* _Exercise instructions_: For every line of the records below that holds "nodes", add one. Give only the final total.

* _Supplied records_:
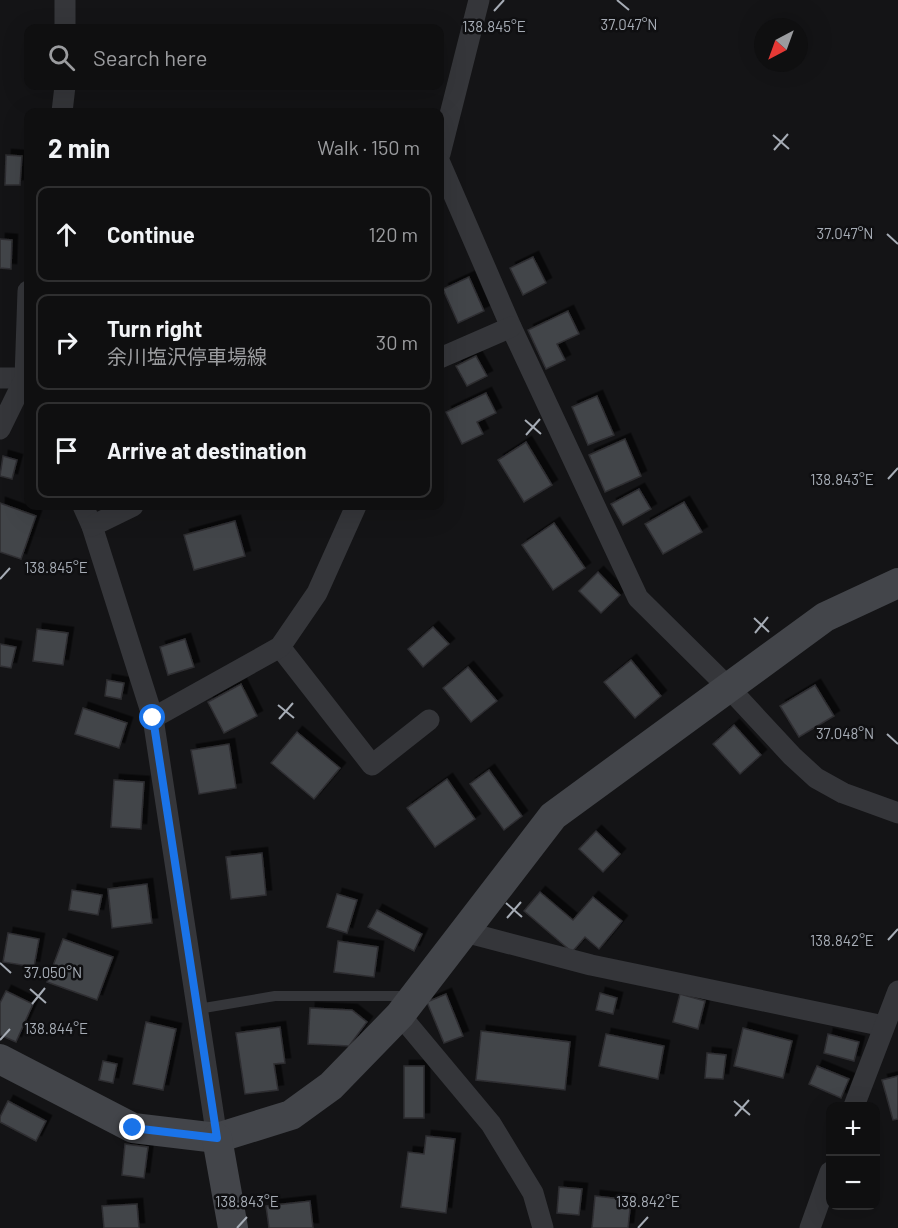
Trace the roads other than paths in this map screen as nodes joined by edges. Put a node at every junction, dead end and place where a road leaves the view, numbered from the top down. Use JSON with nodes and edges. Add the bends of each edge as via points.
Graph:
{"nodes":[{"id":1,"x":64,"y":0,"type":"edge"},
{"id":2,"x":479,"y":0,"type":"edge"},
{"id":3,"x":65,"y":24,"type":"edge"},
{"id":4,"x":65,"y":90,"type":"edge"},
{"id":5,"x":63,"y":108,"type":"edge"},
{"id":6,"x":444,"y":138,"type":"edge"},
{"id":7,"x":444,"y":172,"type":"edge"},
{"id":8,"x":511,"y":327,"type":"junction"},
{"id":9,"x":444,"y":356,"type":"edge"},
{"id":10,"x":0,"y":378,"type":"edge"},
{"id":11,"x":24,"y":382,"type":"edge"},
{"id":12,"x":24,"y":387,"type":"edge"},
{"id":13,"x":0,"y":429,"type":"edge"},
{"id":14,"x":85,"y":510,"type":"edge"},
{"id":15,"x":125,"y":510,"type":"edge"},
{"id":16,"x":354,"y":510,"type":"edge"},
{"id":17,"x":92,"y":526,"type":"junction"},
{"id":18,"x":898,"y":583,"type":"edge"},
{"id":19,"x":280,"y":647,"type":"junction"},
{"id":20,"x":728,"y":687,"type":"junction"},
{"id":21,"x":153,"y":718,"type":"junction"},
{"id":22,"x":429,"y":720,"type":"dead end"},
{"id":23,"x":898,"y":813,"type":"edge"},
{"id":24,"x":465,"y":932,"type":"junction"},
{"id":25,"x":898,"y":991,"type":"edge"},
{"id":26,"x":407,"y":1006,"type":"junction"},
{"id":27,"x":198,"y":1009,"type":"junction"},
{"id":28,"x":884,"y":1026,"type":"junction"},
{"id":29,"x":0,"y":1059,"type":"edge"},
{"id":30,"x":856,"y":1102,"type":"edge"},
{"id":31,"x":217,"y":1138,"type":"junction"},
{"id":32,"x":826,"y":1185,"type":"edge"},
{"id":33,"x":233,"y":1228,"type":"edge"},
{"id":34,"x":543,"y":1228,"type":"edge"},
{"id":35,"x":810,"y":1228,"type":"edge"}],
"edges":[{"from":1,"to":3,"type":"street"},
{"from":2,"to":6,"type":"street"},
{"from":4,"to":5,"type":"street"},
{"from":7,"to":8,"type":"street"},
{"from":8,"to":9,"type":"street"},
{"from":8,"to":20,"type":"street","via":[[638,598]]},
{"from":10,"to":11,"type":"street"},
{"from":12,"to":13,"type":"street"},
{"from":14,"to":17,"type":"street"},
{"from":15,"to":17,"type":"street"},
{"from":16,"to":19,"type":"street","via":[[317,593]]},
{"from":17,"to":21,"type":"street"},
{"from":18,"to":20,"type":"street","via":[[825,617]]},
{"from":19,"to":21,"type":"street"},
{"from":19,"to":22,"type":"street","via":[[372,765]]},
{"from":20,"to":23,"type":"street","via":[[816,778],[843,793]]},
{"from":20,"to":24,"type":"street","via":[[554,816]]},
{"from":21,"to":27,"type":"street"},
{"from":24,"to":26,"type":"street"},
{"from":24,"to":28,"type":"street","via":[[591,965]]},
{"from":25,"to":28,"type":"street"},
{"from":26,"to":27,"type":"lane","via":[[275,996]]},
{"from":26,"to":31,"type":"street","via":[[331,1086],[291,1115]]},
{"from":26,"to":34,"type":"street","via":[[491,1124],[532,1193]]},
{"from":27,"to":31,"type":"street"},
{"from":28,"to":30,"type":"street"},
{"from":29,"to":31,"type":"street","via":[[133,1128]]},
{"from":31,"to":33,"type":"street"},
{"from":32,"to":35,"type":"street"}]}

* _Expected output_: 2